— WHAT IS BEING ASKED —
Across the whole listing, filter for the string "Charoenrat" and copy every line that has it.

--- RECORD EXCERPTS ---

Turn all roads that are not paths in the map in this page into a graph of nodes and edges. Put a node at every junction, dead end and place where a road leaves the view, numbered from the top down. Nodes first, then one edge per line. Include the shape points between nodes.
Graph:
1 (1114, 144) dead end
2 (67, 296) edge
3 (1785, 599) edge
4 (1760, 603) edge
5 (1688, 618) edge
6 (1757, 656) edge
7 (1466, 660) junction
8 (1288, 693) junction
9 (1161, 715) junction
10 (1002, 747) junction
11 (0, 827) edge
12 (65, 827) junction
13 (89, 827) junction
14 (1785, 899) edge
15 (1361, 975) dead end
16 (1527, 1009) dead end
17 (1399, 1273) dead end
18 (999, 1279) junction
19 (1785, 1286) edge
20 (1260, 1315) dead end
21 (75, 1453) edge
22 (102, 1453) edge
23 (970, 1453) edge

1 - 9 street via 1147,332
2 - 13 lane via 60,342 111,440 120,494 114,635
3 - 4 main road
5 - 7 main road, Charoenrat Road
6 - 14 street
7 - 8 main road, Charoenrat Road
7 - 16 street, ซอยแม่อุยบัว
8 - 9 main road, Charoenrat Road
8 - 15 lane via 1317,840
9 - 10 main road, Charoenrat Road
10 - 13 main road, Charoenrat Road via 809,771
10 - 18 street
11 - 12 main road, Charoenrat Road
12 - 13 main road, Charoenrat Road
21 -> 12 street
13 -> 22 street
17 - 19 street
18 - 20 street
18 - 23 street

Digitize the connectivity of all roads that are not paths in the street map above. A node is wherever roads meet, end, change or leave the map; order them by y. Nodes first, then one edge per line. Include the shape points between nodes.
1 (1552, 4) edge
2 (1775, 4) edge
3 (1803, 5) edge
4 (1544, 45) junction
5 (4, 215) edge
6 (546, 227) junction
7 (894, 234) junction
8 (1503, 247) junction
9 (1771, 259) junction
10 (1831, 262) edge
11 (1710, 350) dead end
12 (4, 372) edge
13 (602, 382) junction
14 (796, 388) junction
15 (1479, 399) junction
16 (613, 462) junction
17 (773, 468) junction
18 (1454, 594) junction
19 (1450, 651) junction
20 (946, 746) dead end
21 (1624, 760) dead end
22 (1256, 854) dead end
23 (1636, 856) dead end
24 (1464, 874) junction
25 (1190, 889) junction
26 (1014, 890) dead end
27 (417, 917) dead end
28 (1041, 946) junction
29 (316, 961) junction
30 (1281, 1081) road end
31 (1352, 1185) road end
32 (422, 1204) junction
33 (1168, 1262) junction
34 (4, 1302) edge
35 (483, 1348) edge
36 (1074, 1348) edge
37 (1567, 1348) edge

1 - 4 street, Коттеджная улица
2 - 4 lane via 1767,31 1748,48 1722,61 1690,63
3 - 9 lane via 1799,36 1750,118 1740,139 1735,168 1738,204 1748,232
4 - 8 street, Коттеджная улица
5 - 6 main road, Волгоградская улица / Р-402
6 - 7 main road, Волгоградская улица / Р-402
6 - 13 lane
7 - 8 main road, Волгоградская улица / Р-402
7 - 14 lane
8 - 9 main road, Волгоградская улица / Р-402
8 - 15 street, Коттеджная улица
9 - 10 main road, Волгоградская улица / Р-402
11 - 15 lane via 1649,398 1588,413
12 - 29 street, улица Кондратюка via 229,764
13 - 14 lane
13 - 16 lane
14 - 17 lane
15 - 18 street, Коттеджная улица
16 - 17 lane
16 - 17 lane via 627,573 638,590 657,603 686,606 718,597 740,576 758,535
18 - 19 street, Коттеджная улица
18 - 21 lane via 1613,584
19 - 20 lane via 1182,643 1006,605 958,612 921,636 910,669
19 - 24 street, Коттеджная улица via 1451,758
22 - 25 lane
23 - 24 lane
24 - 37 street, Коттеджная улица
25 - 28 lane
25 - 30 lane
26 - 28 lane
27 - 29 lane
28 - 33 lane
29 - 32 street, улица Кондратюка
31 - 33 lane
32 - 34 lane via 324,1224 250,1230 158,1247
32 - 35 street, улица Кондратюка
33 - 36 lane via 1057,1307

---

— WRITTEN RESPONSE —
5 - 7 main road, Charoenrat Road
7 - 8 main road, Charoenrat Road
8 - 9 main road, Charoenrat Road
9 - 10 main road, Charoenrat Road
10 - 13 main road, Charoenrat Road via 809,771
11 - 12 main road, Charoenrat Road
12 - 13 main road, Charoenrat Road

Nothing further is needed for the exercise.